*** Opening Extracted material ***

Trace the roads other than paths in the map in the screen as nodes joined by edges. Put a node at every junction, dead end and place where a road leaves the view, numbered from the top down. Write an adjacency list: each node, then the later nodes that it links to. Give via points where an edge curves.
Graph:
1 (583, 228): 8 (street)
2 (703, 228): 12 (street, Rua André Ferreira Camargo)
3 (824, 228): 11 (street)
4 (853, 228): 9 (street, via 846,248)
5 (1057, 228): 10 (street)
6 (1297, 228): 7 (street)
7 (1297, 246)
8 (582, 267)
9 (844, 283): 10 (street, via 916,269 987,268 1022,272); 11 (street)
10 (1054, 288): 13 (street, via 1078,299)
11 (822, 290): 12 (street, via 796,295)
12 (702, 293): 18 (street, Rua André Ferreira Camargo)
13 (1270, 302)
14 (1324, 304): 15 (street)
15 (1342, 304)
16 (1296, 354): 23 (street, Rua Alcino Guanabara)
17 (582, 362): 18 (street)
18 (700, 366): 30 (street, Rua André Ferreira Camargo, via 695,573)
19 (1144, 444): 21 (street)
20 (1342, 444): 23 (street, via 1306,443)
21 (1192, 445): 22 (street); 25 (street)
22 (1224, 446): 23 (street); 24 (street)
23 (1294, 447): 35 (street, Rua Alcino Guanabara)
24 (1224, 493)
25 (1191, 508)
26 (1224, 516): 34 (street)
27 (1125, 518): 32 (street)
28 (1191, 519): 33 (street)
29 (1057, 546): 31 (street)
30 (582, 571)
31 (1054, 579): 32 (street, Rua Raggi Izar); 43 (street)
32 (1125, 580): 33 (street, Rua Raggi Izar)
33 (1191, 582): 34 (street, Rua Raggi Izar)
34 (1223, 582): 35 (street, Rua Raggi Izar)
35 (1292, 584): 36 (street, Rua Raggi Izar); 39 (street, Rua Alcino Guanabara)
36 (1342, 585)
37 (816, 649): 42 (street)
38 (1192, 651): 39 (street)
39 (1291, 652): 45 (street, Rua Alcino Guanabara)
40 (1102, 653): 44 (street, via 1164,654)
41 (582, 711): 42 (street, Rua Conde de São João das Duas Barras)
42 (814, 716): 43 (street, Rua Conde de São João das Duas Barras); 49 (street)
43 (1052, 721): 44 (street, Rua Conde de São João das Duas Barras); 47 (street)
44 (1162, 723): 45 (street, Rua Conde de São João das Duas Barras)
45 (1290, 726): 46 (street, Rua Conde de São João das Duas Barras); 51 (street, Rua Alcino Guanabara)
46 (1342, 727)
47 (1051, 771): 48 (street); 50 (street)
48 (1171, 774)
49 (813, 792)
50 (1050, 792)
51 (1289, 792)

*** Closing Extracted material ***
*** Opening Extracted material ***

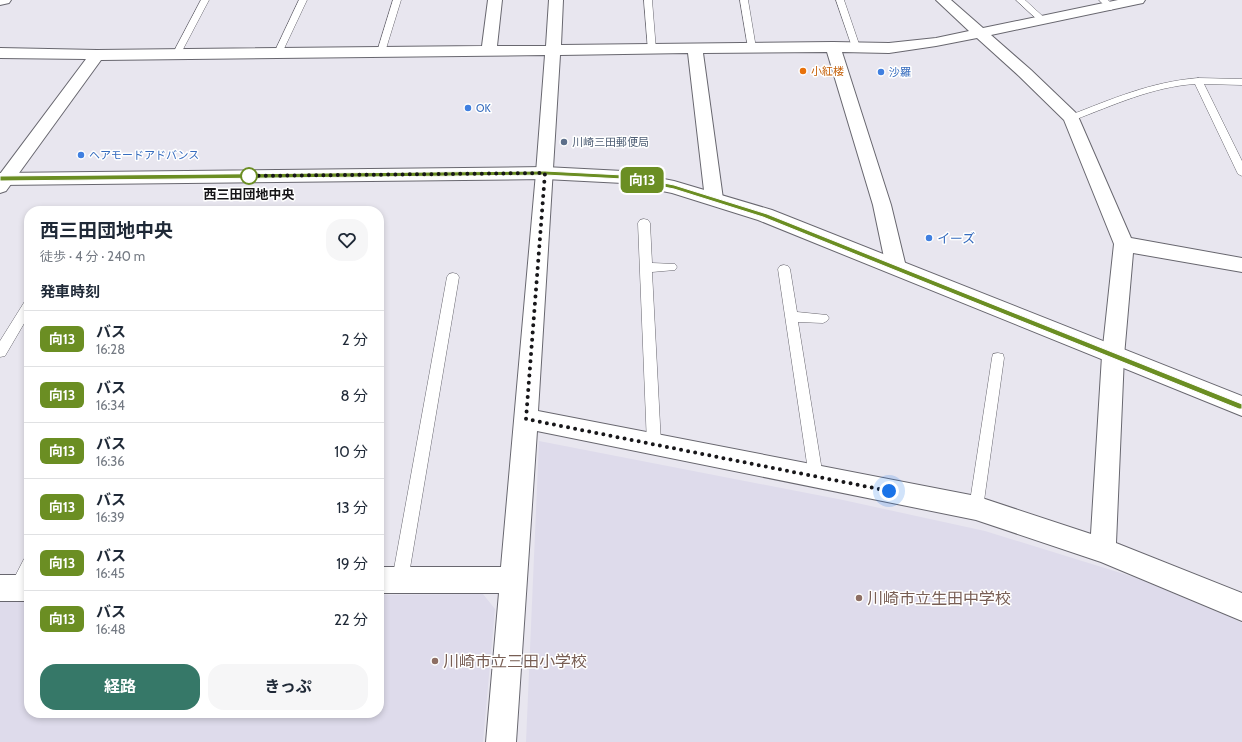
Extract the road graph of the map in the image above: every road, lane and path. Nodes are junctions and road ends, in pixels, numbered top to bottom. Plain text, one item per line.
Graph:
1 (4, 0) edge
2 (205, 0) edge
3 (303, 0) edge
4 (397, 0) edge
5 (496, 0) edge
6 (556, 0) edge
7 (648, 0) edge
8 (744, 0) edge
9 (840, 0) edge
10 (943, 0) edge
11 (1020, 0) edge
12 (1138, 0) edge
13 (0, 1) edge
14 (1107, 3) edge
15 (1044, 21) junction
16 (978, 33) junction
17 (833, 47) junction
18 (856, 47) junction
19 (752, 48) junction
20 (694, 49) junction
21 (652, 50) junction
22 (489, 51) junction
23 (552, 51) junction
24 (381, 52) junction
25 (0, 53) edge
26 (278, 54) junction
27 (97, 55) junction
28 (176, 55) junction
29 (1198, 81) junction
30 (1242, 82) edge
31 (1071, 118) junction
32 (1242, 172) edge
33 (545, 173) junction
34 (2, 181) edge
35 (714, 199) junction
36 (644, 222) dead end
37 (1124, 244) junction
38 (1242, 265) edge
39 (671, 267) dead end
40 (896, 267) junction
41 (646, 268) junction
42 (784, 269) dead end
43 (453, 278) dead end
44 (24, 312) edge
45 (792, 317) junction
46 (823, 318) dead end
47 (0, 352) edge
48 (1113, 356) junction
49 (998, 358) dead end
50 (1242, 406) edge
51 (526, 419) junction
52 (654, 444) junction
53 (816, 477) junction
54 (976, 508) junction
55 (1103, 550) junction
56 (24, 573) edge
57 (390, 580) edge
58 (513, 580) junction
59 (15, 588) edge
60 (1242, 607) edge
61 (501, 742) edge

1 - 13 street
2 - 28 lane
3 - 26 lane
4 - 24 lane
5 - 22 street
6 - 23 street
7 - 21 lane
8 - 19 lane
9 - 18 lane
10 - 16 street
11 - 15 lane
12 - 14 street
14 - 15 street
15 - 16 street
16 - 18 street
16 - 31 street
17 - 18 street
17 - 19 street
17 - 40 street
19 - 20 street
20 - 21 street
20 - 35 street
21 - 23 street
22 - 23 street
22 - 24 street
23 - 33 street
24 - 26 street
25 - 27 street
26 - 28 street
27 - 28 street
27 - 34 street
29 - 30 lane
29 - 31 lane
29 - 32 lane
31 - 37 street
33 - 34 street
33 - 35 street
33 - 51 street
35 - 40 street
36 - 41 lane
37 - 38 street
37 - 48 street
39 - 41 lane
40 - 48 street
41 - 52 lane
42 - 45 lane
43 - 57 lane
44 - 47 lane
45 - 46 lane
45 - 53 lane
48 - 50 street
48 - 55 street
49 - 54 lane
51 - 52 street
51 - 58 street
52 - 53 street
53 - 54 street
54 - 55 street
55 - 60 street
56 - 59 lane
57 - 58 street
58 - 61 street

*** Closing Extracted material ***

__Problem to solve__
List the lines of the records where "Ferreira" occurs.

__Response for this exercise__
2 (703, 228): 12 (street, Rua André Ferreira Camargo)
12 (702, 293): 18 (street, Rua André Ferreira Camargo)
18 (700, 366): 30 (street, Rua André Ferreira Camargo, via 695,573)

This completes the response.